When it is forced on a person or a group, it is anything but.
That’s what is happening with greater frequency and more intensity on some college campuses these days.
Students who refuse to listen to or consider viewpoints that differ from their own are stealing one of the fundamental rights — that of freedom of speech — and too many administrators are acquiescing to those demands.
College should be a time when people are exposed to a world of ideas. Some of those ideas run counter to their own thinking and some are downright repugnant.
Only through the free exchange of ideas and opinions can society truly function, however.
If opposing ideology is rejected, shouted down or pushed aside to some postage stamp-sized parcel of grass, a free society is not being served.
There has been an amazing transformation on college campuses these days that has turned some into overly protective bubbles.
There are “content warnings” required before professors can teach about topics that might offend someone. One school went so far as to allow archaeology students to walk out of class if they were disturbed by having to examine real human bones. By the way, “content warning” is the new name given to what once was called “trigger warning” because the word “trigger” was considered too violent a term.

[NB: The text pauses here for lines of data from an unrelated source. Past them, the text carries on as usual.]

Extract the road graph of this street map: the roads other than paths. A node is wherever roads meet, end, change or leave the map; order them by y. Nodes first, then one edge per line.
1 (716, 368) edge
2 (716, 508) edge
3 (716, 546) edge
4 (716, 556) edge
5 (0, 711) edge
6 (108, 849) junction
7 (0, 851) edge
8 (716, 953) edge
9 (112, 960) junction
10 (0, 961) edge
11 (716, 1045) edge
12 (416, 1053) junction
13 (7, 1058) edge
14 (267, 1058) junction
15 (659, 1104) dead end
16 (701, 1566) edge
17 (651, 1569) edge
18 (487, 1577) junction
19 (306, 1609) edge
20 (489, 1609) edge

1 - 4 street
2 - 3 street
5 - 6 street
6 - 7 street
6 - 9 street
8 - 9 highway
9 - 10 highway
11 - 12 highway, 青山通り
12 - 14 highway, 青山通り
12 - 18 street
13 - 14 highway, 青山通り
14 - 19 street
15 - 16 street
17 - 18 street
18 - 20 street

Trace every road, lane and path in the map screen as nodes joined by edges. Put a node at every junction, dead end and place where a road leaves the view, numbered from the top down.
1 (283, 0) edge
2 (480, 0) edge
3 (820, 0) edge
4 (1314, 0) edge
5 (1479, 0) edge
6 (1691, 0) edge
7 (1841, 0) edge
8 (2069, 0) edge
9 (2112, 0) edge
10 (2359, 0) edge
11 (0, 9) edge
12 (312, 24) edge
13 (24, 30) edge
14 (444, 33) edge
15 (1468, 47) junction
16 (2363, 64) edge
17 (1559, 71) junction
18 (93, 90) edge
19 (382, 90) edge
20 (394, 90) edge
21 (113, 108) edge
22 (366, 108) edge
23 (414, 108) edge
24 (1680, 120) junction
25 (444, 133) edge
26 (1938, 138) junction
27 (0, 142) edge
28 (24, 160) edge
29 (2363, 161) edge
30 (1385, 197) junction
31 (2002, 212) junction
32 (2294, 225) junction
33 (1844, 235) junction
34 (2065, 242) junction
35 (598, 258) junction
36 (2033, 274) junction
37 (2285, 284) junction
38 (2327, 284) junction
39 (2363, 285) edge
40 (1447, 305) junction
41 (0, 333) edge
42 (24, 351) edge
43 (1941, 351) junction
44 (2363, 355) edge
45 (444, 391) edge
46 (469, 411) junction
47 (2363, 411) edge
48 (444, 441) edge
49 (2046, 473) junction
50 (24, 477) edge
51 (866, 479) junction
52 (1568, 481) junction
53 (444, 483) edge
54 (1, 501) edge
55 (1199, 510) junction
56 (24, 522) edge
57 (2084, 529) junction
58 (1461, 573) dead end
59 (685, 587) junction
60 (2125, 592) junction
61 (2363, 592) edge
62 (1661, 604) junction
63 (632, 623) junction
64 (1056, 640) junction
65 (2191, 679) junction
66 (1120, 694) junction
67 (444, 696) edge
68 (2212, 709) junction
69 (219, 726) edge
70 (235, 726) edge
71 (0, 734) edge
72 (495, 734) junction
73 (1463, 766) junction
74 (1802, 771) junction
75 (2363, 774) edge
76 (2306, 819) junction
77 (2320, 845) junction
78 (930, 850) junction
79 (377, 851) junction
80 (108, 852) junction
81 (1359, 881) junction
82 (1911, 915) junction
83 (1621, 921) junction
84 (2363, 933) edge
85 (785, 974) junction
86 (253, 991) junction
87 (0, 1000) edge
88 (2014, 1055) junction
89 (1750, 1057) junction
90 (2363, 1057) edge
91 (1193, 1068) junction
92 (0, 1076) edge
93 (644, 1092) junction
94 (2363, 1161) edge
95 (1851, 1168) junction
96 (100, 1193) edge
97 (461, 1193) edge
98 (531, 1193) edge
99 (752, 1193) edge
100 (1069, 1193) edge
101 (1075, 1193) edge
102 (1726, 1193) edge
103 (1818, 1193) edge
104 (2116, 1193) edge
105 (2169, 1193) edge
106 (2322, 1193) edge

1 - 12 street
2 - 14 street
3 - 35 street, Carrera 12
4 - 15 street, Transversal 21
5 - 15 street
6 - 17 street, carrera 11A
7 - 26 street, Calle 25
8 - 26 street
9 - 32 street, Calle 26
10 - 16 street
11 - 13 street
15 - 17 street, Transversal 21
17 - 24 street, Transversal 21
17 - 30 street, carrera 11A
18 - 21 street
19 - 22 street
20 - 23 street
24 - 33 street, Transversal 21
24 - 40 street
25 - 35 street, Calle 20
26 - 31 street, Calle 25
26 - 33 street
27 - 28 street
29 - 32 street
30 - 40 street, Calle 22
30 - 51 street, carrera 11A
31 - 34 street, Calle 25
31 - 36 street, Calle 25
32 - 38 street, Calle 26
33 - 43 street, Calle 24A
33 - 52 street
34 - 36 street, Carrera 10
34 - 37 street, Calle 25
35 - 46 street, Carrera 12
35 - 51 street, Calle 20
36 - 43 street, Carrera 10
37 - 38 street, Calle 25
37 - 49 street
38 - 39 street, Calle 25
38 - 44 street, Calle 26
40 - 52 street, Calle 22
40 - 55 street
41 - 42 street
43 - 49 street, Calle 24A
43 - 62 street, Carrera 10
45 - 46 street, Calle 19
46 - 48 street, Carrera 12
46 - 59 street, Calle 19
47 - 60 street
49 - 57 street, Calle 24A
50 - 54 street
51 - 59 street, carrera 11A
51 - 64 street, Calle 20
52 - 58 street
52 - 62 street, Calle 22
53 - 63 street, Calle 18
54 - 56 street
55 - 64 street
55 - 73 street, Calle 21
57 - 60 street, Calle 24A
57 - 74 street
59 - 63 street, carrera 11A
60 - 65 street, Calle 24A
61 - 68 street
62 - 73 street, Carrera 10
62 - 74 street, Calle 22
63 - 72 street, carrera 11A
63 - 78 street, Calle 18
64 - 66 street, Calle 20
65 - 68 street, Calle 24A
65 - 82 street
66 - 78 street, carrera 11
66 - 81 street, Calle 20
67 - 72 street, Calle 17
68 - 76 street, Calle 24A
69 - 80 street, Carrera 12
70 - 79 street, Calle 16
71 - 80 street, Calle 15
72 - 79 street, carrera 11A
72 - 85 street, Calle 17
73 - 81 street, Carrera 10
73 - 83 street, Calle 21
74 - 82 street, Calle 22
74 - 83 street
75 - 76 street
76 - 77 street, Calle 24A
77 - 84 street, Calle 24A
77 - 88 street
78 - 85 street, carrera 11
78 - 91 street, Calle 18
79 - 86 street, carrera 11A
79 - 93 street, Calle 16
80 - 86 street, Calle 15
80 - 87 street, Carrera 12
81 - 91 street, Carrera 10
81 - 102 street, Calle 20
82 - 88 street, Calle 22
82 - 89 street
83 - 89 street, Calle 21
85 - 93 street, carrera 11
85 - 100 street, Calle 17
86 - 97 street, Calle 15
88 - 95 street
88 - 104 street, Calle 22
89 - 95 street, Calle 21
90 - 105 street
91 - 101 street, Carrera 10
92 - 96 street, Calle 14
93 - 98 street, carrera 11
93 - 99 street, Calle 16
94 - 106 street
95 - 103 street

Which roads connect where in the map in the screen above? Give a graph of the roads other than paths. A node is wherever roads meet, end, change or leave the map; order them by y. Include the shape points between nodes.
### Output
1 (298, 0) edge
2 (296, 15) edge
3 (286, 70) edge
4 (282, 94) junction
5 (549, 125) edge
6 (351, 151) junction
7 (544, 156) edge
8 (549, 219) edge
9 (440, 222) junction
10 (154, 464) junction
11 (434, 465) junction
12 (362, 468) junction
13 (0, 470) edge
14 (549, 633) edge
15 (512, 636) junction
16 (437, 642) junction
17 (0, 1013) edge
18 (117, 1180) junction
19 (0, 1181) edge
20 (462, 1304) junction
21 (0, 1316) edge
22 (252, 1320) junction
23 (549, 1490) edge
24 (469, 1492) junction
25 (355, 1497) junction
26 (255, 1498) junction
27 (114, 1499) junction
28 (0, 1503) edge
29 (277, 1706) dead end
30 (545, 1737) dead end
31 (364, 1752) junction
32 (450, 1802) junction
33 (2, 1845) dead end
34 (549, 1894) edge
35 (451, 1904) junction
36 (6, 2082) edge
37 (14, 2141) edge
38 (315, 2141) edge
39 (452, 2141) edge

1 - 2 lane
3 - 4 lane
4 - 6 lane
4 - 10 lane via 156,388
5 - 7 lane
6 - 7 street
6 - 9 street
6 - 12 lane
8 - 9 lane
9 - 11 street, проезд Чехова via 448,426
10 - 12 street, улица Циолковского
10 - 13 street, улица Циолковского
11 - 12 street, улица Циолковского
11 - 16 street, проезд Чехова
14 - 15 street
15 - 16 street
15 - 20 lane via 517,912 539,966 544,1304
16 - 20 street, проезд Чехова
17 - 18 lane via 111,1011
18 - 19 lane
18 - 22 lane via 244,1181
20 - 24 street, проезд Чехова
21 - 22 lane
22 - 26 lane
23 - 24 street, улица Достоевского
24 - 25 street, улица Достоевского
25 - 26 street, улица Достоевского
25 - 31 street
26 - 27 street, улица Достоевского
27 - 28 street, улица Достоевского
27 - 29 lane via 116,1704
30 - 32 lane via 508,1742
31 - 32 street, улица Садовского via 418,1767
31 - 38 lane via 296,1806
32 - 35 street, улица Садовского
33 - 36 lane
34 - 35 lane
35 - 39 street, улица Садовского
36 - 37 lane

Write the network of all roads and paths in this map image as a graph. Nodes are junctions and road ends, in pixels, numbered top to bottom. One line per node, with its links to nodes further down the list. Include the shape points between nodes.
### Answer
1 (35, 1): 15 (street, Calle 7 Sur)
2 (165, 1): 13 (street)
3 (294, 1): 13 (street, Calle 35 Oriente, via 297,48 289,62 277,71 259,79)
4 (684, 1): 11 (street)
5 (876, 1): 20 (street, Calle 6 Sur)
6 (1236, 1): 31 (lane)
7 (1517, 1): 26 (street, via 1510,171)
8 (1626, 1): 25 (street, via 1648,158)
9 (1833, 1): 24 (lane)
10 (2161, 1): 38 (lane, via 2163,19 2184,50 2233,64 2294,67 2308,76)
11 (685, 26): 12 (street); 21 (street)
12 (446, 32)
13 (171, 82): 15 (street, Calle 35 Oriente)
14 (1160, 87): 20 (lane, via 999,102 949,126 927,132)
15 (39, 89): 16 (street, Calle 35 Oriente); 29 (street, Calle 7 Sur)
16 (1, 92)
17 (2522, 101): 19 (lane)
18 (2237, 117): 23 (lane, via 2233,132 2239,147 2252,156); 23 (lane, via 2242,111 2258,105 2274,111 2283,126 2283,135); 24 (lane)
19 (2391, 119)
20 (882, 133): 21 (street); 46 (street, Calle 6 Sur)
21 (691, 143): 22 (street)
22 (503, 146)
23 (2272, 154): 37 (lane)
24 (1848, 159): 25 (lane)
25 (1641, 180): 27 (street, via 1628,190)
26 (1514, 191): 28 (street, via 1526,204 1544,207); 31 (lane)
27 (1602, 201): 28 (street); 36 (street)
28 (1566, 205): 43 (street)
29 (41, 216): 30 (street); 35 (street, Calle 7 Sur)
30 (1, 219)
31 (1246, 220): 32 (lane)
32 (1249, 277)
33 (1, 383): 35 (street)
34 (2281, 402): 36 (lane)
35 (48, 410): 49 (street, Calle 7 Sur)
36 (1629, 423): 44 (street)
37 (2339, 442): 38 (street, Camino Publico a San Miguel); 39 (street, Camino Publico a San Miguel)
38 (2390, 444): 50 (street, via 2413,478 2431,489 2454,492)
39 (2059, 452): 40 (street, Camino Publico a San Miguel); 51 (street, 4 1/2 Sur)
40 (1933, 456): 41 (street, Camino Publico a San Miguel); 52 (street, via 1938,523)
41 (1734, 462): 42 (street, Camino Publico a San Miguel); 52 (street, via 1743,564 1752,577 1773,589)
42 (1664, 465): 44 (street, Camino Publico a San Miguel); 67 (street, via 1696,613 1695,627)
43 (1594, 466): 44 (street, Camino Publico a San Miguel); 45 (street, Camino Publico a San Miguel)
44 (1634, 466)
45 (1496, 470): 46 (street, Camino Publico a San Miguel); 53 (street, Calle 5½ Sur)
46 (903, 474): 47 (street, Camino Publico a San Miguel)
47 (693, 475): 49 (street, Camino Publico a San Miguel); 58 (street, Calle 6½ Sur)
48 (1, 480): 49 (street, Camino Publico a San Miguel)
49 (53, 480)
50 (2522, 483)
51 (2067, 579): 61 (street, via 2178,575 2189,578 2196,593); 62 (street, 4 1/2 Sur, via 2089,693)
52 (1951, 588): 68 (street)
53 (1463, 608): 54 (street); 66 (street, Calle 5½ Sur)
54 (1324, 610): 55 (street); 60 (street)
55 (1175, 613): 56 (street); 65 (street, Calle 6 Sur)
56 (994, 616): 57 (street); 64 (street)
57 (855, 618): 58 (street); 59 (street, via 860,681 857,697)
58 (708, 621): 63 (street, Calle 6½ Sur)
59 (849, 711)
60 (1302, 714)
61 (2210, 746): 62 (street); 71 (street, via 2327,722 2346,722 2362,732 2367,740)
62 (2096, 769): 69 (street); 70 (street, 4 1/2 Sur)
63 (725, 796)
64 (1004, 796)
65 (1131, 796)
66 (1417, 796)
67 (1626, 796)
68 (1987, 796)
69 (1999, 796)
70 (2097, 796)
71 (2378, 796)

The protests, petitions and screaming have reached a fevered pitch. At the University of California Berkeley — where the free speech movement was largely launched in the 1960s and 1970s — harassment and threats of violence forced the university to cancel an appearance by former Brietbart News editor Milo Yiannopoulos. DePaul University officials canceled and even threatened to arrest speaker Ben Shapiro over what they called inflammatory speech. Three students passing out copies of the Constitution for the group Young Americans for Liberty were arrested at Kellogg Community College in Michigan. One university has told students they cannot use words such as “crazy” or “ugly” on campus because they are offensive.
Instead of discussion and debate, students are becoming so sensitized that they cannot deal with the outside world once leaving the ivory towers. It is no longer acceptable for them to simply walk away and tune out messages with which they disagree.
True acceptance of the rights of others comes from being able to acknowledge there are others who don’t share the same views and visions. True knowledge comes from the willingness to hear those views and visions — including those that might be most vile to personal beliefs — and even discuss and challenge them.